Muchas no se reconocieron inicialmente como víctimas. Nombraron la violencia solo cuando se les escuchó sin juicio, sin presión, sin minimizar lo que vivieron.

También expresaron algo en común: el deseo urgente de recuperar estabilidad, seguridad, autonomía económica y salud emocional para rehacer su proyecto de vida.


Lo que este informe confirma


  • La explotación sexual y la trata empiezan mucho antes del hecho visible: empiezan en la infancia violentada, en la falta de oportunidades, en la pobreza, en la frontera que expulsa, en la institución que no responde y en la red que capta.

  • No es posible separar la explotación sexual de la desigualdad social que la produce.

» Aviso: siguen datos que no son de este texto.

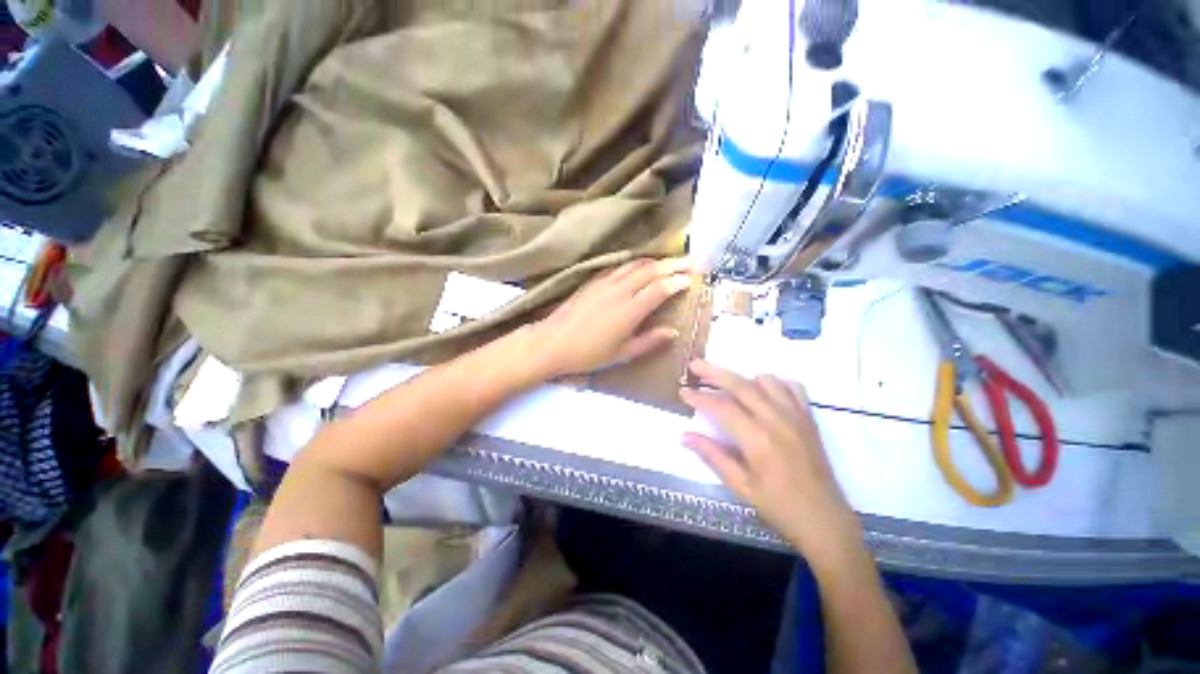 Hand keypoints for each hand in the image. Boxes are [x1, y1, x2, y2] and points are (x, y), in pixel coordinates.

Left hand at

  • La respuesta institucional no puede limitarse a atención temporal o asistencial; se necesita protección, investigación penal, reparación integral y prevención estructural.


Este informe nos convoca a:


  • Activar siempre la ruta de trata ante indicadores de explotación sexual, sin reclasificar los casos como “situación de calle” o “decisión personal”.

  • Garantizar atención psicosocial continua y especializada en trauma complejo.

  • Fortalecer investigación judicial contra redes y demandantes de explotación sexual.

  • Priorizar protección para mujeres migrantes, regularización segura y acceso a derechos básicos.

  • Implementar políticas públicas que generen ingresos dignos para mujeres sobrevivientes, evitando que la pobreza siga siendo el mecanismo que empuja a la explotación.

  • Escuchar a las sobrevivientes en el diseño de las respuestas estatales, no solo como beneficiarias, sino como expertas de sus propias realidades.


Estas 91 mujeres no son cifras vacías, allí se muestra que aún nos falta mucho por seguir trabajando. Son madres, hijas, hermanas, cuidadoras y sobrevivientes que han sostenido su vida en condiciones que nadie debería enfrentar. Hoy su voz exige acciones concretas, no interpretaciones.